Tottenham: a harder story to spin

Neville also turned his attention to the relegation battle, and he wasn't gentle about Spurs. After Leeds beat ten-man Manchester United 2-1 at Old Trafford — their first league win there — Neville used the performance as a measuring stick.

"That is a performance I don't think Tottenham are capable of — and that is the scary thing for Tottenham."

Not the six-point gap to Leeds. The performance gap. That's a different problem entirely — one a new manager can't fix in a week.

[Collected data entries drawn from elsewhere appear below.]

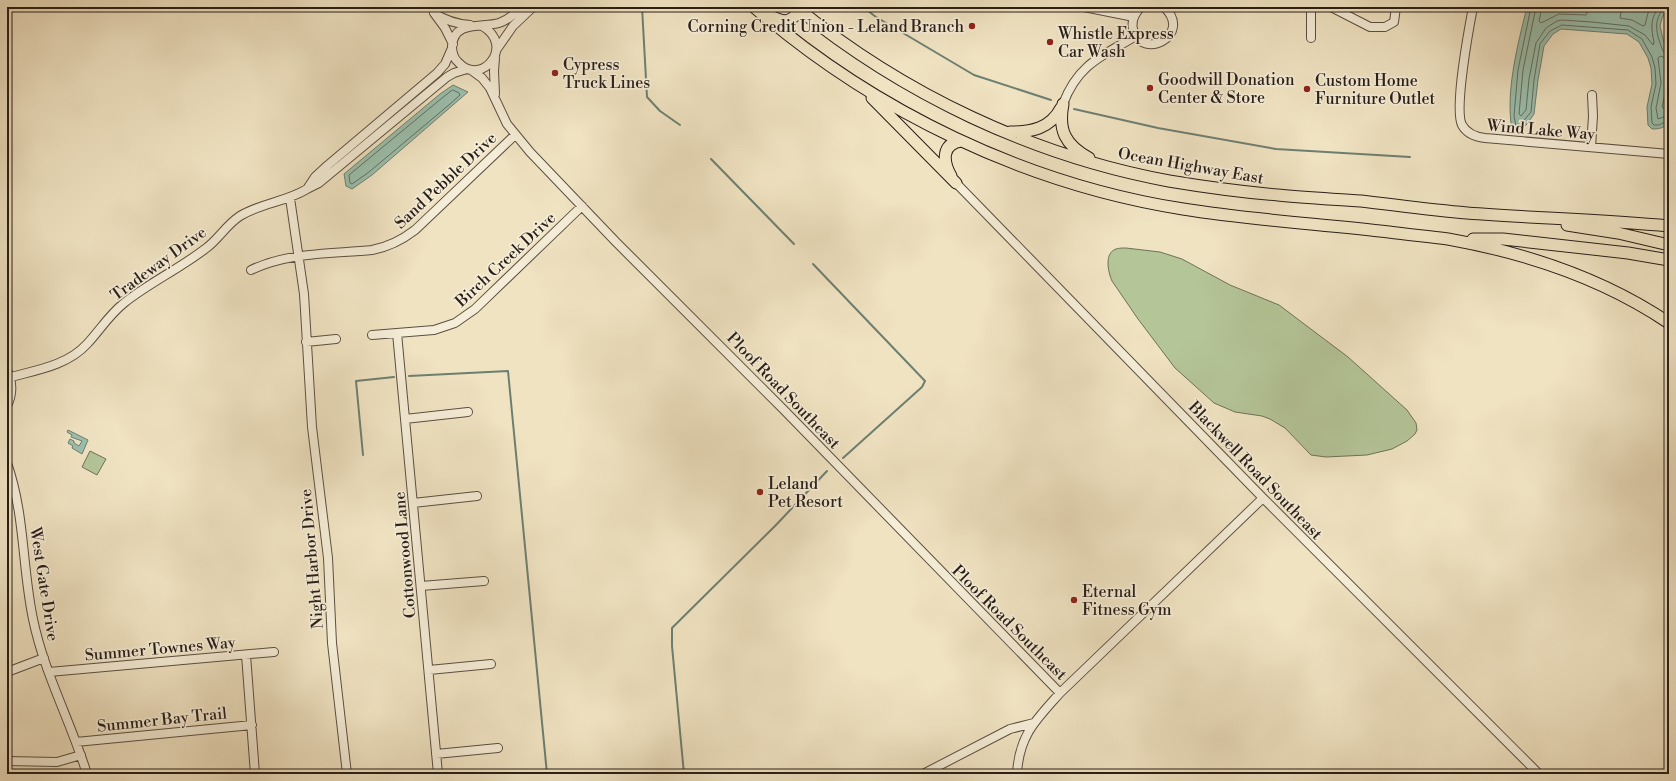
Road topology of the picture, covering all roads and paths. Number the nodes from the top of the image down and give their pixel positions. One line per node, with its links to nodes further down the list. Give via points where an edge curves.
1 (521, 7): 14 (street, via 509,19 500,23)
2 (533, 7): 18 (street, via 513,26)
3 (1084, 7): 13 (street)
4 (1141, 7): 13 (street)
5 (1164, 7): 15 (street, via 1173,20 1170,35 1154,44 1147,44)
6 (1311, 7): 16 (street)
7 (1331, 7): 8 (street, via 1370,27 1386,27 1394,22)
8 (1396, 7)
9 (1473, 7): 27 (street, Wind Lake Way, via 1460,109 1461,121 1468,133 1479,138)
10 (798, 8): 11 (highway, via 795,17 783,21); 24 (highway, Ocean Highway East, via 882,69)
11 (756, 9): 20 (highway, via 798,43)
12 (431, 10): 14 (street, via 444,20); 17 (street, via 445,28)
13 (1134, 17): 15 (street, via 1132,24)
14 (478, 26): 17 (street, via 463,28 454,38); 18 (street, via 493,35)
15 (1136, 36): 23 (street, via 1099,57 1083,70 1071,85)
16 (1310, 38)
17 (452, 46): 19 (street, via 456,61); 31 (street, Tradeway Drive, via 445,64 437,73 328,165)
18 (496, 52): 19 (street, via 486,67 478,70); 22 (street, Ploof Road Southeast)
19 (469, 69): 22 (street, Ploof Road Southeast, via 482,78); 31 (street, Tradeway Drive, via 447,77 319,183)
20 (857, 84): 26 (highway, via 920,121); 30 (highway)
21 (1592, 95): 27 (street)
22 (496, 101): 25 (street, Ploof Road Southeast)
23 (1063, 104): 24 (highway, via 1058,114 1043,127); 29 (highway, via 1061,123 1068,142 1084,156)
24 (1003, 132): 29 (highway, Ocean Highway East)
25 (515, 135): 33 (street, Ploof Road Southeast); 38 (street, Sand Pebble Drive, via 403,239 372,250)
26 (961, 141): 30 (highway, via 950,145 946,152 947,166); 36 (highway, via 1065,181 1153,204)
27 (1591, 147): 28 (street, Wind Lake Way)
28 (1669, 154)
29 (1101, 165): 34 (highway, Ocean Highway East, via 1167,180 1242,191)
30 (956, 183): 52 (street, Blackwell Road Southeast)
31 (307, 189): 32 (street, Tradeway Drive)
32 (290, 198): 38 (street, Night Harbor Drive); 46 (street, Tradeway Drive, via 263,205 239,217 206,249 123,304 76,354 51,366)
33 (582, 206): 42 (street, Birch Creek Drive, via 487,299 465,317 434,330); 63 (street, Ploof Road Southeast)
34 (1501, 215): 35 (highway); 37 (highway, via 1618,233)
35 (1669, 226)
36 (1446, 239): 39 (highway, via 1503,239); 41 (highway, via 1505,251 1569,273 1611,291)
37 (1669, 245)
38 (299, 256): 40 (street, Sand Pebble Drive, via 277,260); 45 (street, Night Harbor Drive)
39 (1669, 260)
40 (251, 270)
41 (1669, 323)
42 (397, 333): 43 (street, Birch Creek Drive); 49 (street, Cottonwood Lane)
43 (372, 335)
44 (336, 339): 45 (street)
45 (306, 342): 73 (street, Night Harbor Drive, via 312,427 328,558 332,643)
46 (9, 374): 47 (street, via 12,388)
47 (7, 406)
48 (468, 412): 49 (street)
49 (405, 419): 53 (street, Cottonwood Lane)
50 (7, 463): 58 (street, West Gate Drive, via 18,504 33,618)
51 (477, 496): 53 (street)
52 (1263, 498): 63 (street); 77 (street, Blackwell Road Southeast)
53 (413, 503): 55 (street, Cottonwood Lane)
54 (484, 581): 55 (street)
55 (421, 586): 60 (street, Cottonwood Lane)
56 (274, 652): 57 (street, Summer Townes Way)
57 (246, 655): 62 (street, Summer Townes Way); 65 (street)
58 (44, 658): 61 (street); 62 (street, West Gate Drive)
59 (491, 664): 60 (street)
60 (429, 670): 68 (street, Cottonwood Lane)
61 (7, 672)
62 (49, 672): 66 (street, West Gate Drive)
63 (1060, 693): 64 (street)
64 (1034, 723): 75 (street, via 1010,729); 76 (street, via 1021,748)
65 (252, 725): 66 (street, Summer Bay Trail); 72 (street)
66 (76, 742): 69 (street, West Gate Drive)
67 (498, 748): 68 (street)
68 (436, 754): 74 (street, Cottonwood Lane)
69 (81, 755): 70 (street, via 57,762); 71 (street, West Gate Drive)
70 (7, 761)
71 (88, 774)
72 (256, 774)
73 (347, 774)
74 (438, 774)
75 (923, 774)
76 (1018, 774)
77 (1539, 774)

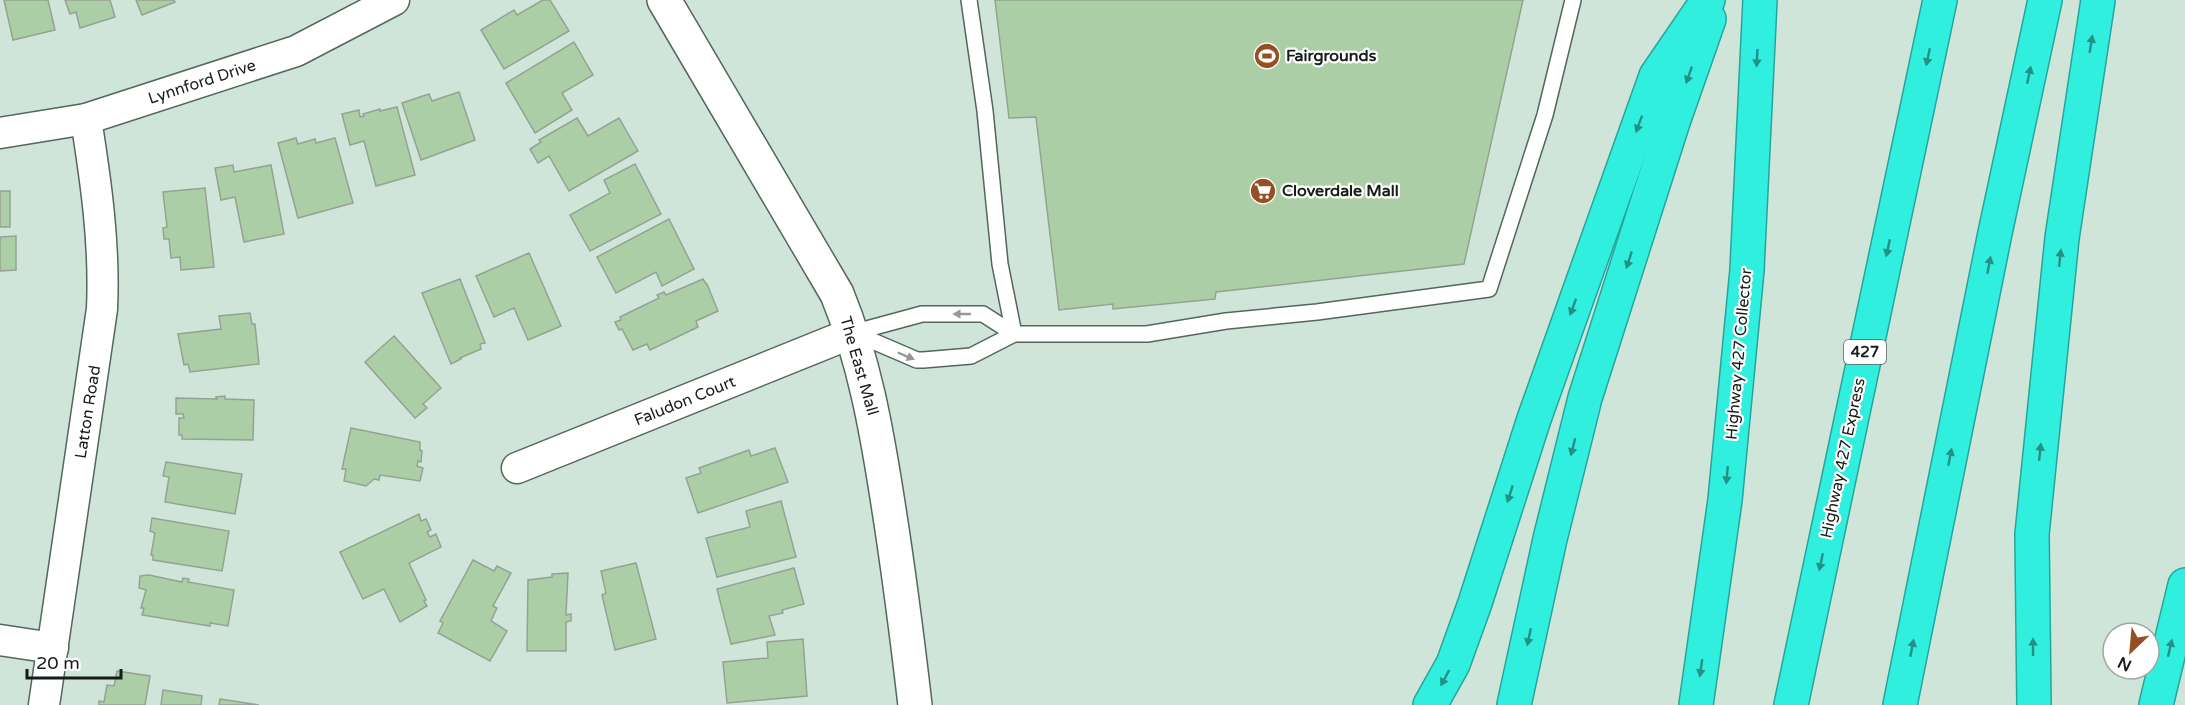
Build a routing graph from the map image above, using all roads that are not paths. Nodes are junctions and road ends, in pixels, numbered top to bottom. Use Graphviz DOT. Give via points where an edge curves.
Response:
graph roads {
  1 [pos="393,0"];
  2 [pos="664,0"];
  3 [pos="969,0"];
  4 [pos="1573,0"];
  5 [pos="1708,0"];
  6 [pos="1716,0"];
  7 [pos="1760,0"];
  8 [pos="1940,0"];
  9 [pos="2046,0"];
  10 [pos="2098,0"];
  11 [pos="86,119"];
  12 [pos="0,133"];
  13 [pos="852,333"];
  14 [pos="1014,334"];
  15 [pos="517,468"];
  16 [pos="2185,585"];
  17 [pos="0,640"];
  18 [pos="53,648"];
  19 [pos="44,705"];
  20 [pos="915,705"];
  21 [pos="1430,705"];
  22 [pos="1514,705"];
  23 [pos="1696,705"];
  24 [pos="1791,705"];
  25 [pos="1900,705"];
  26 [pos="2034,705"];
  27 [pos="2156,705"];
  1 -- 11 [label="street, Lynnford Drive" via="296,51"];
  2 -- 13 [label="main road, The East Mall" via="837,294"];
  3 -- 14 [label="lane" via="1000,264"];
  4 -- 14 [label="lane" via="1545,115 1489,289 1147,334"];
  5 -- 21 [label="highway, one-way" via="1656,76 1534,418 1475,603 1453,663"];
  6 -- 22 [label="highway, one-way" via="1585,398"];
  7 -- 23 [label="highway, Highway 427 Collector, one-way" via="1747,270 1725,500"];
  8 -- 24 [label="highway, Highway 427 Express / 427, one-way"];
  25 -- 9 [label="highway, one-way"];
  26 -- 10 [label="highway, one-way" via="2032,534 2061,238"];
  11 -- 12 [label="street, Lynnford Drive"];
  11 -- 18 [label="street, Latton Road" via="104,279"];
  14 -- 13 [label="lane, one-way" via="983,314 922,314"];
  13 -- 14 [label="lane, one-way" via="917,360 971,357"];
  13 -- 15 [label="street, Faludon Court"];
  13 -- 20 [label="main road, The East Mall" via="876,427"];
  27 -- 16 [label="highway, one-way"];
  17 -- 18 [label="street"];
  18 -- 19 [label="street, Latton Road"];
}
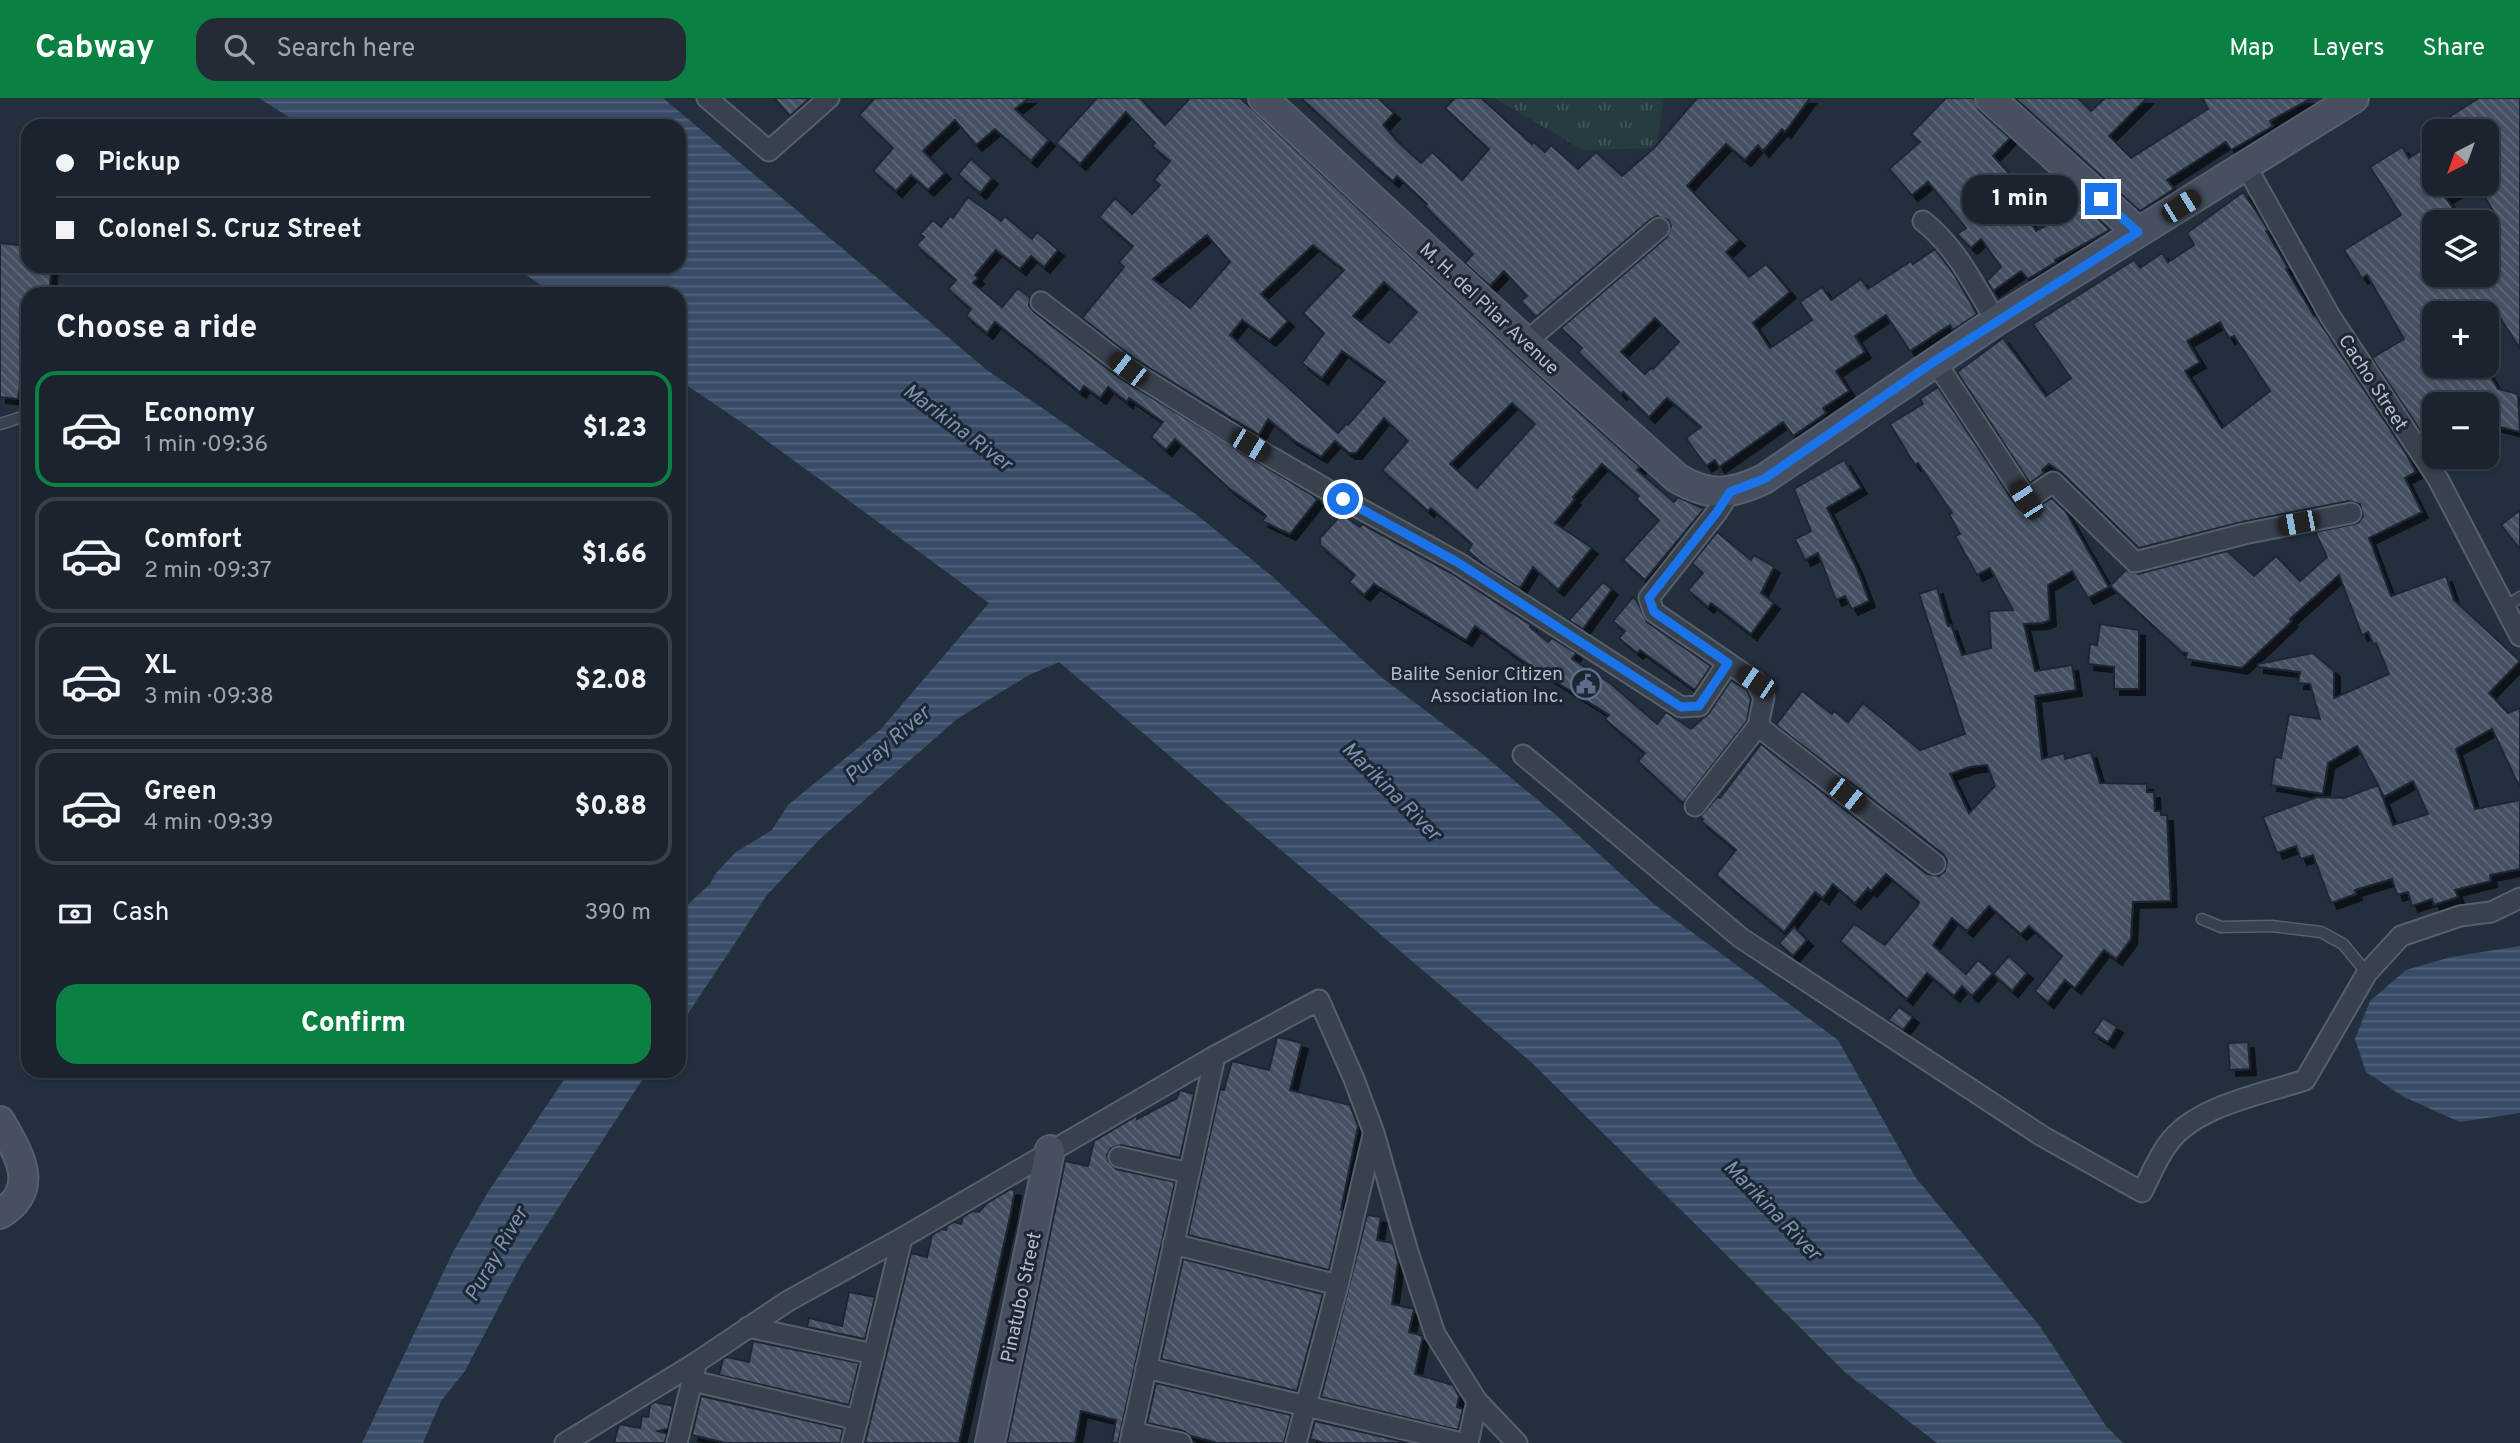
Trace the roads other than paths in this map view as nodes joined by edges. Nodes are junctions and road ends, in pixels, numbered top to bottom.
1 (707, 98) edge
2 (829, 98) edge
3 (1263, 98) edge
4 (1990, 98) edge
5 (2354, 98) edge
6 (2246, 166) junction
7 (1923, 221) dead end
8 (1659, 228) dead end
9 (2138, 232) junction
10 (1041, 302) dead end
11 (1996, 321) junction
12 (1526, 342) junction
13 (1935, 361) junction
14 (21, 417) edge
15 (0, 424) edge
16 (1730, 492) junction
17 (2351, 513) dead end
18 (2513, 602) edge
19 (2520, 636) edge
20 (1728, 663) junction
21 (1758, 726) junction
22 (1523, 755) dead end
23 (1695, 806) dead end
24 (1935, 864) dead end
25 (2520, 898) edge
26 (2202, 919) dead end
27 (2367, 973) junction
28 (1214, 1056) junction
29 (0, 1121) edge
30 (1374, 1133) junction
31 (1050, 1150) junction
32 (1119, 1157) dead end
33 (1189, 1173) junction
34 (0, 1214) edge
35 (902, 1238) junction
36 (1173, 1244) junction
37 (1338, 1285) junction
38 (748, 1327) junction
39 (874, 1354) junction
40 (696, 1362) junction
41 (1146, 1368) junction
42 (692, 1381) junction
43 (1477, 1401) junction
44 (1306, 1405) junction
45 (858, 1420) junction
46 (1131, 1438) edge
47 (565, 1443) edge
48 (677, 1443) edge
49 (852, 1443) edge
50 (990, 1443) edge
51 (1181, 1443) edge
52 (1296, 1443) edge
53 (1462, 1443) edge
54 (1468, 1443) edge
55 (1517, 1443) edge

1 - 2 street
3 - 12 main road, M. H. del Pilar Avenue
4 - 9 main road
5 - 6 main road
6 - 9 main road
6 - 18 street, Cacho Street
7 - 11 street
8 - 12 street
9 - 11 main road
10 - 20 street
11 - 13 main road
12 - 16 main road, M. H. del Pilar Avenue
13 - 16 main road
13 - 17 street
14 - 15 lane
16 - 20 street
18 - 19 street, Cacho Street
20 - 21 street
21 - 23 street
21 - 24 street
22 - 27 street
25 - 27 street
26 - 27 lane
28 - 30 street
28 - 31 street
28 - 33 street
29 - 34 main road
30 - 37 street
30 - 43 street
31 - 35 street
31 - 50 main road, Pinatubo Street
32 - 33 street
33 - 36 street
35 - 38 street
35 - 39 street
36 - 37 street
36 - 41 street
37 - 44 street
38 - 39 street
38 - 40 street
39 - 45 street
40 - 42 street
40 - 47 street
41 - 44 street
41 - 46 street
42 - 45 street
42 - 48 street
43 - 54 street
43 - 55 street
44 - 52 street
44 - 53 street
45 - 49 street
46 - 51 street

"You watch Spurs against Sunderland and it is a set of ingredients that don't go together, a concoction of misfits." Roberto De Zerbi lost his first game in charge 1-0 to a Sunderland side in the Championship playoff places but nowhere near a top-flight outfit. West Ham have already climbed out of the bottom three. Nottingham Forest held Aston Villa. Spurs conceded to Sunderland.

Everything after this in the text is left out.